What is neurogenesis
Neurogenesis is the process by which neural stem cells(NSCs) create neurons in the body to be used for various functions (i.e. sensory, muscular, memory). To understand neurogenesis , the creation of neurons in the body, the hippocampus must be reviewed. The hippocampus is a structure in the medial aspect of the brain that is responsible for learning, memory, mood, and emotion. However, until recently, it was believed that every person was born with a finite number of neurons that would all eventually die as a person aged. This dogma was wrong.
Research in the last five years has proved that his notion is wrong. That actually, the hippocampus is one of the regions where neurons can be created. That the hippocampus is in fact one of the structures in the brain where neurogenesis takes place postpartum. In fact, as far back as the 1960’s scientist Joseph Altman challenged the dogma that neurogenesis did not occur only before birth. The community was still skeptical. But, not today. Joseph Altman found that neurogenesis can also occur in another brain region, in the adult rat olfactory bulb. Today more structures such as the dentate gyrus have been proven to exhibit neurogenesis in adult rat brains.
How does neurogenesis work
At this moment in time the growing field of neurogenesis is still uncovering the pathways in which neurogenesis works. The overview of neurogenesis is the following: neural cell proliferation (1), differentiation(2), maturation, migration, and integration into the neural network.
Once the neural stem cells generate an adolescent neuron it must differentiate into the type of neuron it is programmed to be such as a sensory neuron, a neuromuscular neuron etc… Then once it matures it will have to migrate to it’s outpost, to carry out its mission. Upon arrival the new neuron needs to be integrated into the surround neural network and this marks a complete neurogenesis of a neuron.

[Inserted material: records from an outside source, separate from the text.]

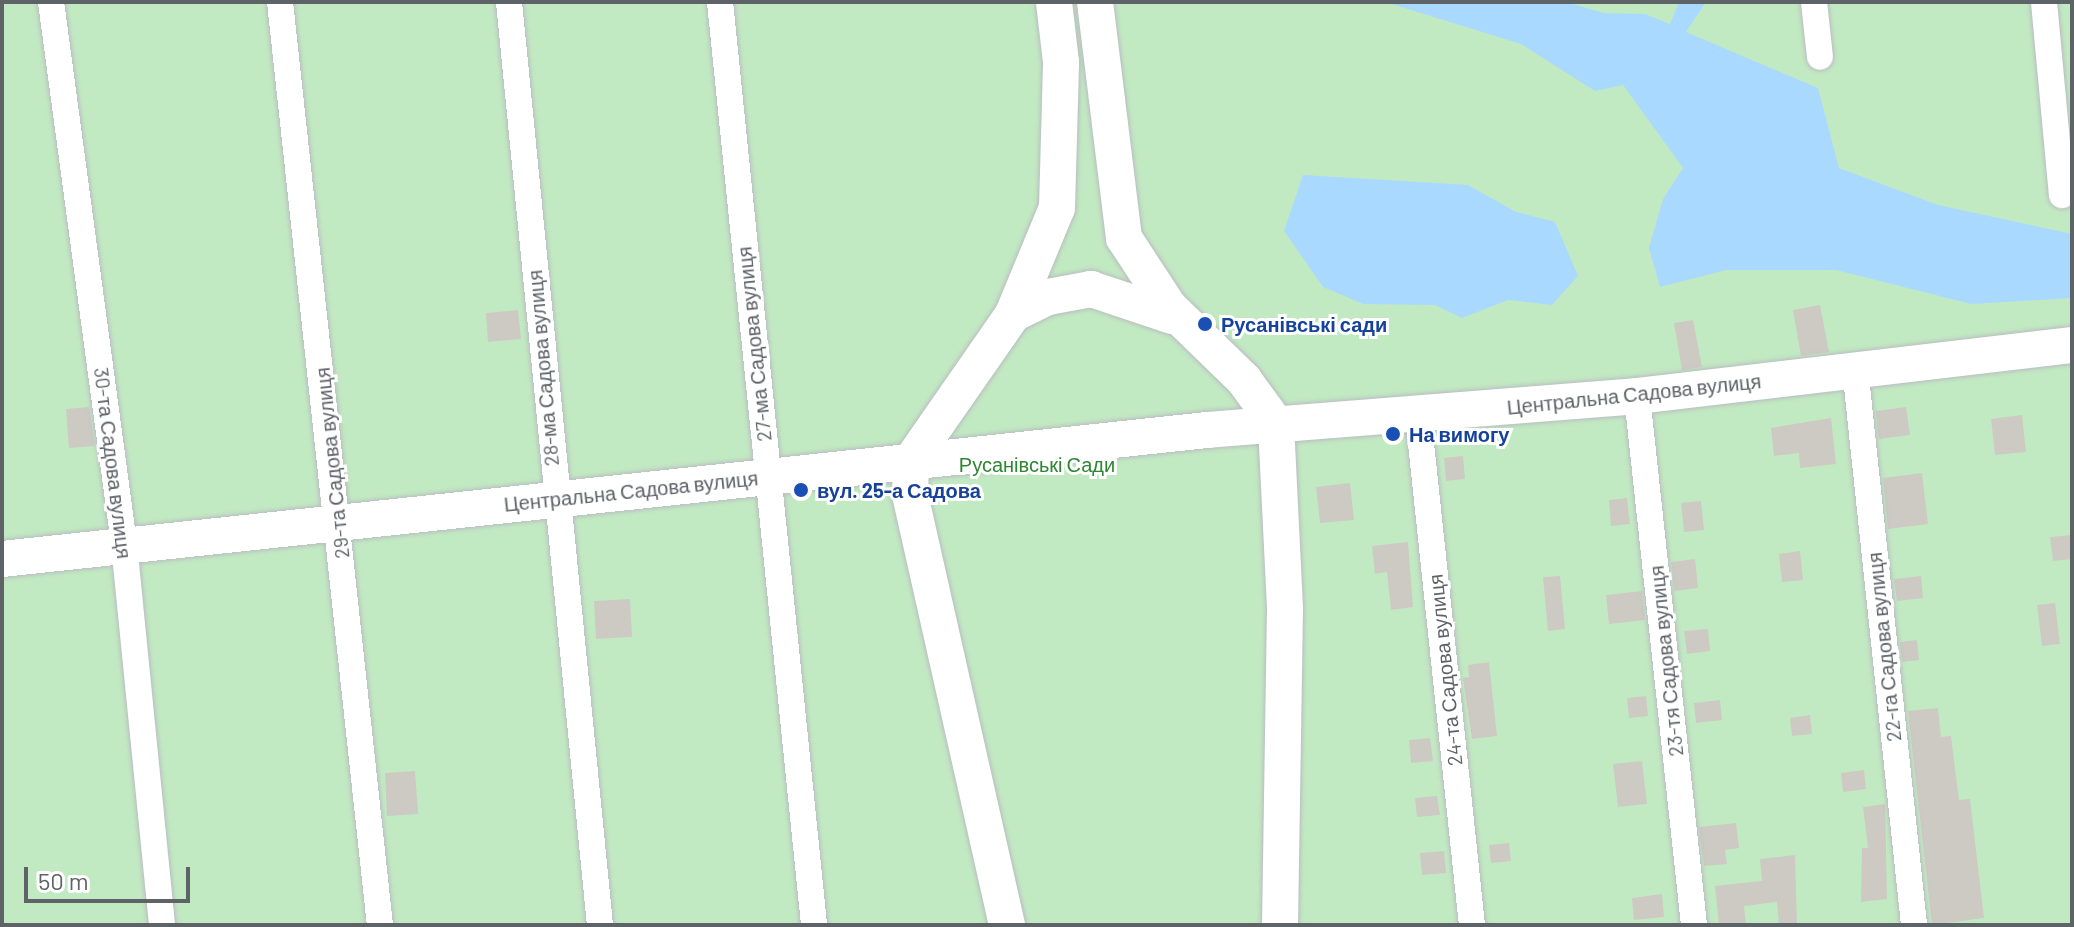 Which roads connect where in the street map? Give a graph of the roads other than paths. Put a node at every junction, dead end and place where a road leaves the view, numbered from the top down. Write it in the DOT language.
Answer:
graph roads {
  1 [pos="51,2"];
  2 [pos="280,2"];
  3 [pos="509,2"];
  4 [pos="720,2"];
  5 [pos="1054,2"];
  6 [pos="1095,2"];
  7 [pos="1814,2"];
  8 [pos="2044,2"];
  9 [pos="1820,57"];
  10 [pos="2062,195"];
  11 [pos="1013,314"];
  12 [pos="1181,319"];
  13 [pos="2072,346"];
  14 [pos="1855,368"];
  15 [pos="1637,396"];
  16 [pos="1418,415"];
  17 [pos="1276,424"];
  18 [pos="911,461"];
  19 [pos="767,477"];
  20 [pos="554,499"];
  21 [pos="339,521"];
  22 [pos="124,544"];
  23 [pos="2,559"];
  24 [pos="162,925"];
  25 [pos="380,925"];
  26 [pos="600,925"];
  27 [pos="814,925"];
  28 [pos="1007,925"];
  29 [pos="1280,925"];
  30 [pos="1472,925"];
  31 [pos="1694,925"];
  32 [pos="1914,925"];
  1 -- 22 [label="street, 30-та Садова вулиця"];
  2 -- 21 [label="street, 29-та Садова вулиця"];
  3 -- 20 [label="street, 28-ма Садова вулиця"];
  4 -- 19 [label="street, 27-ма Садова вулиця"];
  5 -- 11 [label="main road"];
  6 -- 12 [label="main road"];
  7 -- 9 [label="street"];
  8 -- 10 [label="street"];
  11 -- 12 [label="main road"];
  11 -- 18 [label="main road"];
  12 -- 17 [label="main road"];
  13 -- 14 [label="main road, Центральна Садова вулиця"];
  14 -- 15 [label="main road, Центральна Садова вулиця"];
  14 -- 32 [label="street, 22-га Садова вулиця"];
  15 -- 16 [label="main road, Центральна Садова вулиця"];
  15 -- 31 [label="street, 23-тя Садова вулиця"];
  16 -- 17 [label="main road, Центральна Садова вулиця"];
  16 -- 30 [label="street, 24-та Садова вулиця"];
  17 -- 18 [label="main road, Центральна Садова вулиця"];
  17 -- 29 [label="main road"];
  18 -- 19 [label="main road, Центральна Садова вулиця"];
  18 -- 28 [label="main road"];
  19 -- 20 [label="main road, Центральна Садова вулиця"];
  19 -- 27 [label="street, 27-ма Садова вулиця"];
  20 -- 21 [label="main road, Центральна Садова вулиця"];
  20 -- 26 [label="street, 28-ма Садова вулиця"];
  21 -- 22 [label="main road, Центральна Садова вулиця"];
  21 -- 25 [label="street, 29-та Садова вулиця"];
  22 -- 23 [label="main road, Центральна Садова вулиця"];
  22 -- 24 [label="street, 30-та Садова вулиця"];
}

What is the Role of the ECS in neurogenesis
It is known that the ECS is utilized in a retrograde inhibitory role of presynaptic neurons butas seen with neurotransmitters which can have totally different functions depending on where they are in the body, it is important to understand that cannabinoids may also have a different impact in the brain versus the periphery of the body. Research on endocannabinoids role in the CNS have confirmed that cannabinoids do have some control over cellular genesis in the adult brain.
The role of the ECS in neurogenesis can be divided into acute administration and chronic. In the former, it has been studied that acute administration of cannabinoids seem to have no effect on neurogenesis or cellular proliferation in the hippocampus. However, chronic administration of exogenous cannabinoids do have an impact. In 2005 Jiang and company used a potent synthetic cannabinoid called HU-210, a drug that has a high affinity for both CB1 & CB2 receptors. The results of that experiment showed that chronic administration of that potent synthetic cannabinoid enhanced not only survival of the cells but also enhanced proliferation fo neural cells in the rats dentate gyrus.
Another study, conducted by Palazuelos and company in 2012 was similar in design. They used a synthetic CB2 selective agonist called HU-308 which also showed proliferative-enhancing effects in rat brains, which brings scientists in agreement that both CB1 & CB2 receptors have some role in the development and creation of neurons in the brain. However, there is some conflicting research with another potent agonist of CB receptors called WIN55 which showed no results as far as cellular proliferation goes in the dentate gyrus in adult rats. But this agonist reduced the number of immature neurons in adolescent rats. So, in light of this, it can be presumed that the effects of cannabinoid agonists vary.
Can endocannabinoid deficiency affect neurogenesis
For the purpose of determining how an animal may act when it has a deficiency of a molecule or organ or system, scientists will often use agonists to oppose the effects that are normal. In this case, an inverse agonist was used to bind to the CB1 receptor and block it to oppose the effects of endocannabinoids and observe the consequences. What was shown is that acute administration of this inverse agonist, AM251, resulted in an increase in cell proliferation for 24-post treatment in adult rats.
However, this increase reverted to a decrease from 48-hours post administration and onward. Again, suggesting a complex temporal role for cannabinoid signaling. The research showed that chronically the same inverse agonist was found to have no effect on cell proliferation; however it has been shown to block the proliferative-enhancing effect of aerobic exercise, which is well established. Ultimately, more research needs to be conducted because of the complex relationship that multiple cannabinoid receptors have on neurogenesis and given their widely available physiology in the human body.